-- Opening Marker --

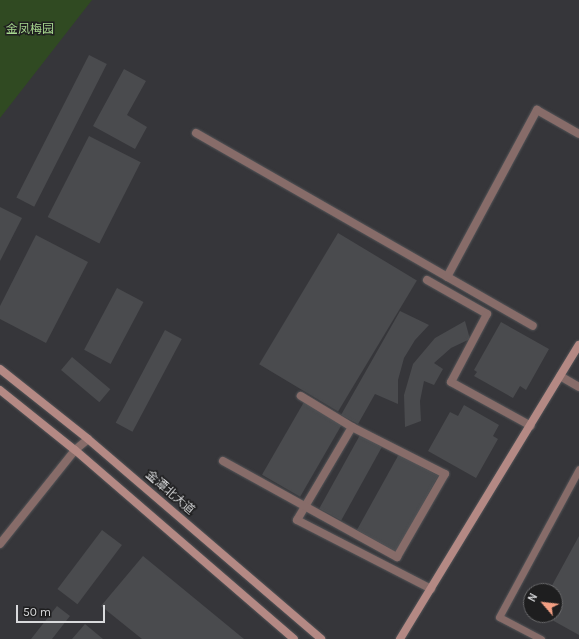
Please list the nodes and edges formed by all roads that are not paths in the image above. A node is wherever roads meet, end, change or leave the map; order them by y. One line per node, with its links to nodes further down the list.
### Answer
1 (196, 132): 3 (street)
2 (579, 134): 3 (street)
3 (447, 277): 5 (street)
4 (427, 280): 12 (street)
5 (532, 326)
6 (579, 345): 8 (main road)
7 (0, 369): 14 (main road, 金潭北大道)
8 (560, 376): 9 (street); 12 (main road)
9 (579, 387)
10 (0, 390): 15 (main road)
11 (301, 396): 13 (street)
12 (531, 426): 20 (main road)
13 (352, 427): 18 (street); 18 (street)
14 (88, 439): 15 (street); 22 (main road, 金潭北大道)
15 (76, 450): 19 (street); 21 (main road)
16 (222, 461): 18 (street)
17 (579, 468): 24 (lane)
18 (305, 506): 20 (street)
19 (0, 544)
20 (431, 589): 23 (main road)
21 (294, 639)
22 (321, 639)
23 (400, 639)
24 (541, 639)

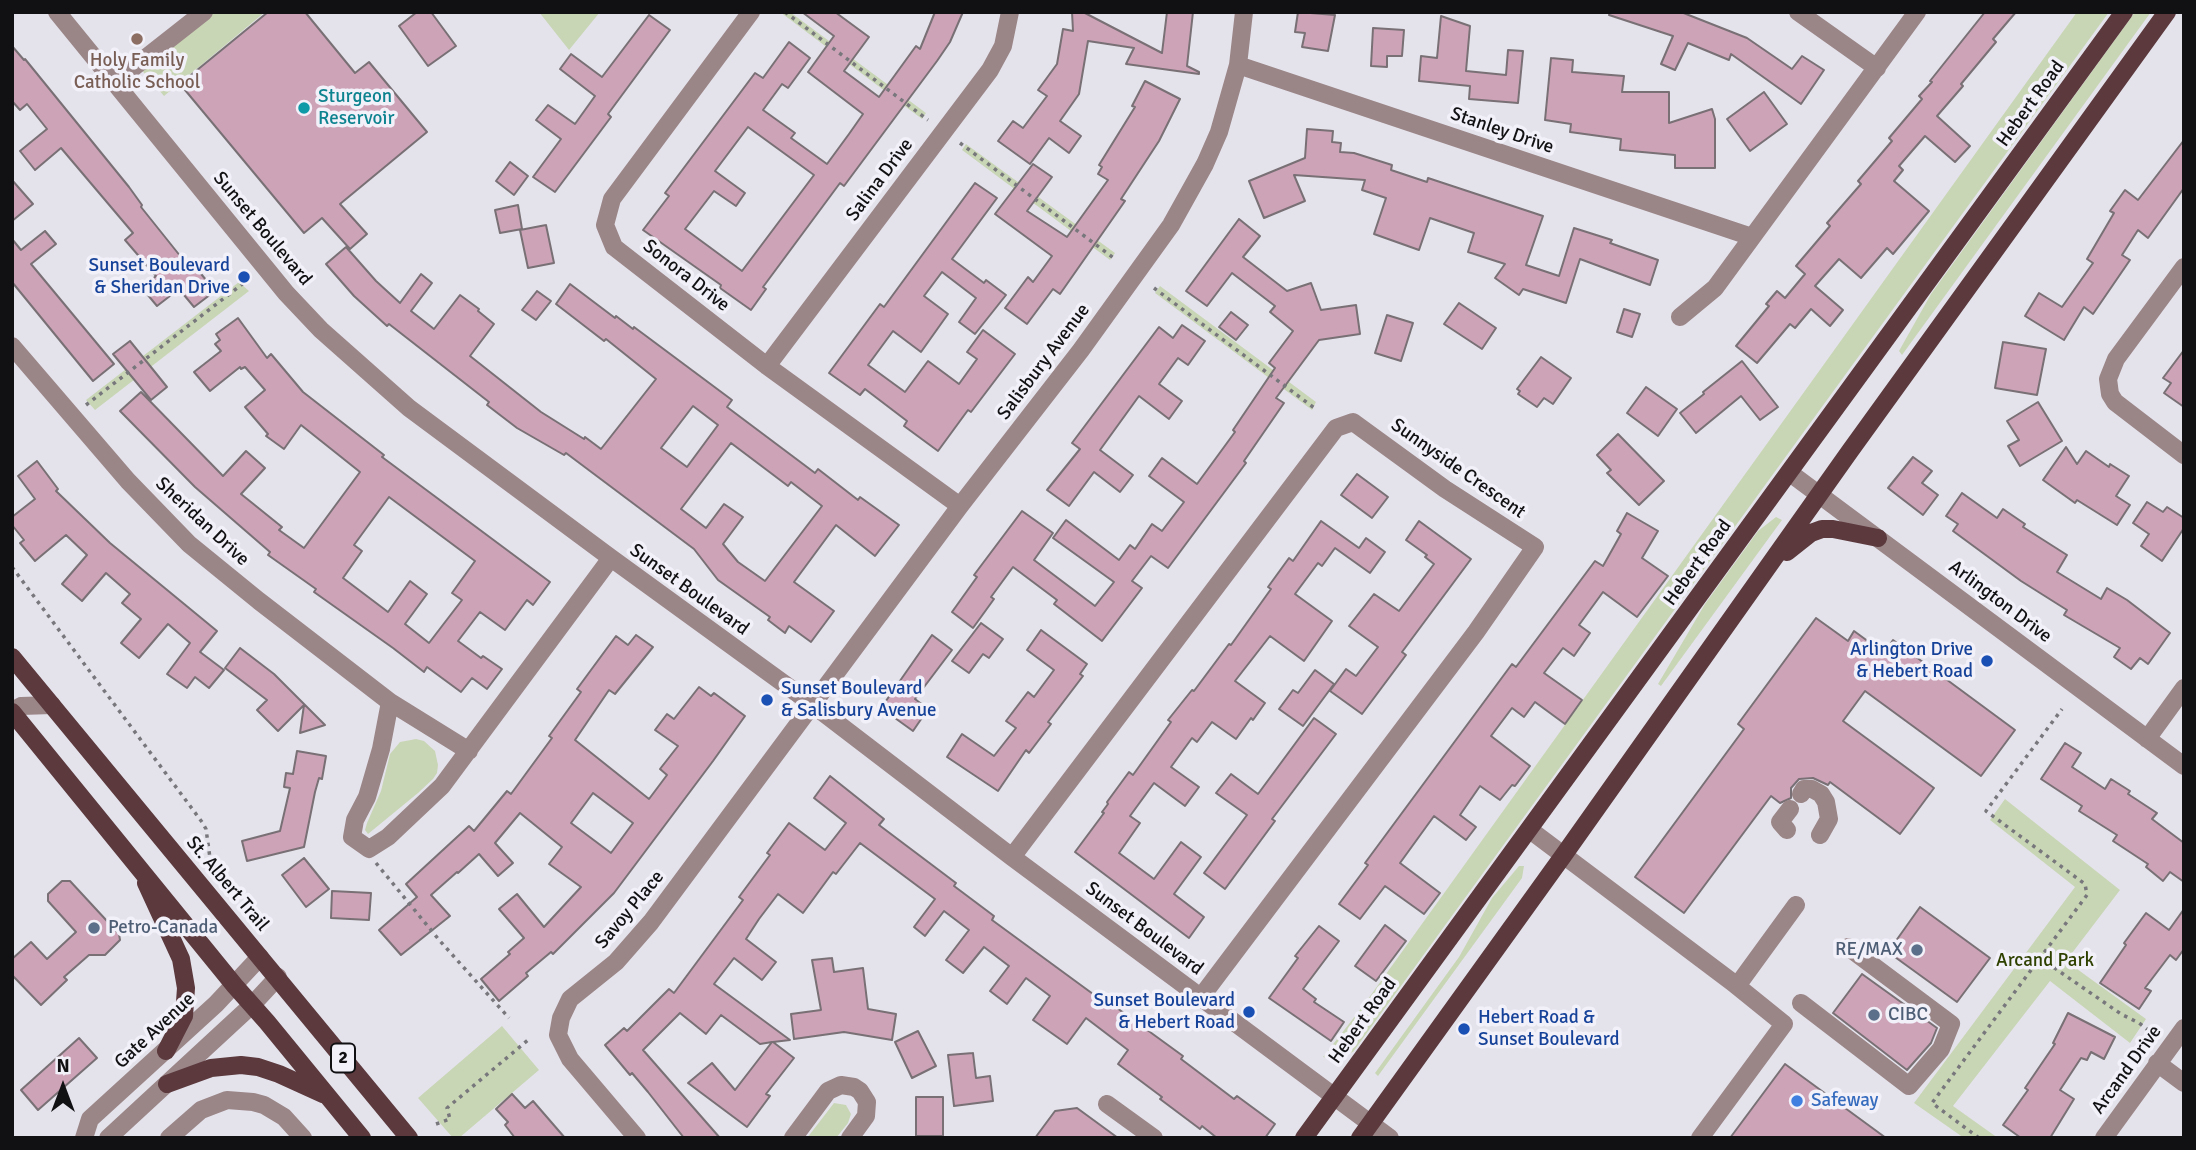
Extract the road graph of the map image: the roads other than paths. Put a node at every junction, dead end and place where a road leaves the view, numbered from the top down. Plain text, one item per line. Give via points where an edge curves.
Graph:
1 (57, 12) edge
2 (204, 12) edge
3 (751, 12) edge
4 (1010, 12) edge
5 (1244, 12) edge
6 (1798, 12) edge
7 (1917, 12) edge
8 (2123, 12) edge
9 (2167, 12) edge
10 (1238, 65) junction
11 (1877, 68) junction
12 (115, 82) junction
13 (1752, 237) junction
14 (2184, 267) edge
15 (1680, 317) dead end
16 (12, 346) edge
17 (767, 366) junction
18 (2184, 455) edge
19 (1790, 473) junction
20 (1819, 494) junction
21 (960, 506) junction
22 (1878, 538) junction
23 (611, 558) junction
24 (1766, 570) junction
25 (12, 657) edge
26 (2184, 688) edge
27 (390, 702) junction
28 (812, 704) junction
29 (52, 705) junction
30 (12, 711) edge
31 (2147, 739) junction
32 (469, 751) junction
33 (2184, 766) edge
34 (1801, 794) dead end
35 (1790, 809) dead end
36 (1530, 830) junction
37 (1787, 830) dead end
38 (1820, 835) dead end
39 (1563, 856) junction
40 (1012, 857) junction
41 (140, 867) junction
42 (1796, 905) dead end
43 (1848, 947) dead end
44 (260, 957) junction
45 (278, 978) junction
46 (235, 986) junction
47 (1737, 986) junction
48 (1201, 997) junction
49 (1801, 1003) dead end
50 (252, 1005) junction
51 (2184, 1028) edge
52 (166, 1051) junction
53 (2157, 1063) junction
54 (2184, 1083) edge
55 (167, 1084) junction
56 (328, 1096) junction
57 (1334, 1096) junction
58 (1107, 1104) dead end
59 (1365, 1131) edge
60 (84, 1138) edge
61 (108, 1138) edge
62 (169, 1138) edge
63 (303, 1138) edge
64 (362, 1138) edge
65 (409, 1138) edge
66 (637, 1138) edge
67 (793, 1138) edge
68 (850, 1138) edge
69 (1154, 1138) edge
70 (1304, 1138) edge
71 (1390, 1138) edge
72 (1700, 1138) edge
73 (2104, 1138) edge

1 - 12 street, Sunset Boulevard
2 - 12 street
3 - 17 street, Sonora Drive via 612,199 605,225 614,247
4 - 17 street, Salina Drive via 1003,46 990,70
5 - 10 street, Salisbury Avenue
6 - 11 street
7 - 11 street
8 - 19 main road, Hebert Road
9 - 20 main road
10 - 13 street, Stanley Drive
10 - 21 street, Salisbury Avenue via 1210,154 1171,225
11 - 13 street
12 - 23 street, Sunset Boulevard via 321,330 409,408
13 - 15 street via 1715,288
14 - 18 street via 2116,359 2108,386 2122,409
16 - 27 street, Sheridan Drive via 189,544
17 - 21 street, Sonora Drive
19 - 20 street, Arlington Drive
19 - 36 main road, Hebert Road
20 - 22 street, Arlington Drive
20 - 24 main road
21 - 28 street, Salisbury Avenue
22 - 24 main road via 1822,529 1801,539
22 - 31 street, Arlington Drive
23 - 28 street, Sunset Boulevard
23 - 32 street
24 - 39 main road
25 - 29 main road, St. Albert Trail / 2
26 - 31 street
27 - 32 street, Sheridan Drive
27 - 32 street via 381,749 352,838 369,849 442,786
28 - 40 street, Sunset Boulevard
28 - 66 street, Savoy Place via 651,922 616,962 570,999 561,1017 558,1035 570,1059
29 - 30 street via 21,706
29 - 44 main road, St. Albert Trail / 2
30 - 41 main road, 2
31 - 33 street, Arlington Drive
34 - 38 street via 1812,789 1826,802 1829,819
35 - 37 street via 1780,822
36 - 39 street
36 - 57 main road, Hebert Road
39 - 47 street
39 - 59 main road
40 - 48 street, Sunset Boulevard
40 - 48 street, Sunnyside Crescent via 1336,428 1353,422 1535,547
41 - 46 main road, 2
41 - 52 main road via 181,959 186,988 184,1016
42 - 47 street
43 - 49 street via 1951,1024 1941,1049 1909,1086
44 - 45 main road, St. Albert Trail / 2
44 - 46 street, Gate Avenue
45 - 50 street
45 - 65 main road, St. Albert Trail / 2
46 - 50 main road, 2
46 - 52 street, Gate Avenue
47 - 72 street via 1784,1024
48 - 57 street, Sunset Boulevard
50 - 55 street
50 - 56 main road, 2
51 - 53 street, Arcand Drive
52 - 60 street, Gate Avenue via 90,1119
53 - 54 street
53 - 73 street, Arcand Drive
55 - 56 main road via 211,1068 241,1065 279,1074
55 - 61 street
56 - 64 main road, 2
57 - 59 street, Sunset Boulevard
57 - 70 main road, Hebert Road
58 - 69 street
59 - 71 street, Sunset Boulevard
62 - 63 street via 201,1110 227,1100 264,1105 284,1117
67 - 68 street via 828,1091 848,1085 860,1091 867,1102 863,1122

-- Closing Marker --
-- Opening Marker --

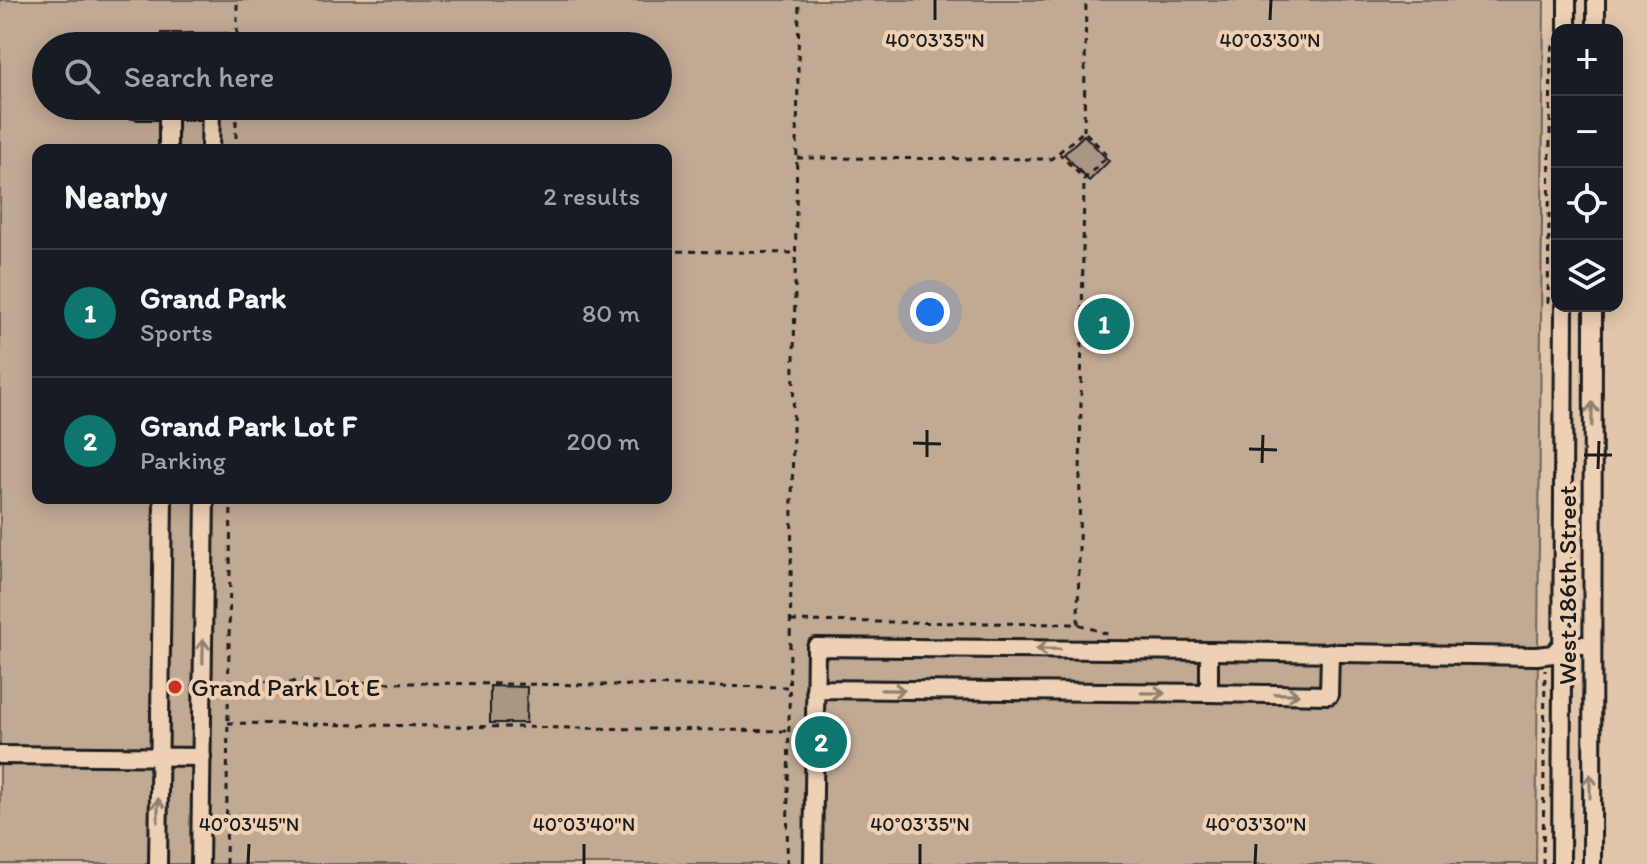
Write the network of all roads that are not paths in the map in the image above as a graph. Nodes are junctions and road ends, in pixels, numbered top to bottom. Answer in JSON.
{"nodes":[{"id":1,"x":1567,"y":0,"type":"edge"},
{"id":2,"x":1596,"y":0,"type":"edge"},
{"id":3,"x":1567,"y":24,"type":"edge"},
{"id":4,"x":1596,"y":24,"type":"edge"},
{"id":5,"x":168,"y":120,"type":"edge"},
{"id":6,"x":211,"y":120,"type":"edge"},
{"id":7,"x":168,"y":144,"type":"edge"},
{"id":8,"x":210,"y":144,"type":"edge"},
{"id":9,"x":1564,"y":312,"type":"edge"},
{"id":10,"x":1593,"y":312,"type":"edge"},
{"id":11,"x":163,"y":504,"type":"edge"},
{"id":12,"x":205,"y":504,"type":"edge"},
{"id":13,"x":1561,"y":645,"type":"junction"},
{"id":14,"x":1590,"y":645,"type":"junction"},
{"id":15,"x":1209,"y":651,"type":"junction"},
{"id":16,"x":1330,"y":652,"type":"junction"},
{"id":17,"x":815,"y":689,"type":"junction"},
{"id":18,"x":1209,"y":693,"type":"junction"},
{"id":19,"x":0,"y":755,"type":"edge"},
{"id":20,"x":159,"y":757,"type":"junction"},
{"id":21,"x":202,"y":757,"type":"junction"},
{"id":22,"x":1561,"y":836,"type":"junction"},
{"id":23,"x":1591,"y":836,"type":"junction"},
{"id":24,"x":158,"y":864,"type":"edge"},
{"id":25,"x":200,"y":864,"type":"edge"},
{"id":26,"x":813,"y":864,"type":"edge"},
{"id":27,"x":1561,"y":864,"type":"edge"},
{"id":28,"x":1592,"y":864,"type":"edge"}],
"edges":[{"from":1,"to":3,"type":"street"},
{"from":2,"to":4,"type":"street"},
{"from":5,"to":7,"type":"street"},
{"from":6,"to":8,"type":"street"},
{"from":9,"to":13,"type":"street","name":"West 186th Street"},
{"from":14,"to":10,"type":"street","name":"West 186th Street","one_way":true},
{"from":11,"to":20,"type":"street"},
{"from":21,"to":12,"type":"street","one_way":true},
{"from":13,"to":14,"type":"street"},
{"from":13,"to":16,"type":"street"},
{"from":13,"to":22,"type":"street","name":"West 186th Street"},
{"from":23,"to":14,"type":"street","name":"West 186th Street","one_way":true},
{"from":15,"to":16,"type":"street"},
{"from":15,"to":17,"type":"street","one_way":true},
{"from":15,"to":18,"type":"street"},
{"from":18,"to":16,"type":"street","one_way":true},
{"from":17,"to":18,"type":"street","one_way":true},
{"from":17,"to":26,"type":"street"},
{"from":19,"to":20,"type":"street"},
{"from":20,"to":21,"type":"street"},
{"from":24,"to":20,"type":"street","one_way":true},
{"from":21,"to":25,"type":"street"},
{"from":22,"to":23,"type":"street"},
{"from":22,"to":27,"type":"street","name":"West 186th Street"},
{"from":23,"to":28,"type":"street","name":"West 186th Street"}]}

-- Closing Marker --

§ **What to do**:
Only a number is needed: how many lines of the material above contain "Trail"?

§ **Result for this exercise**:
4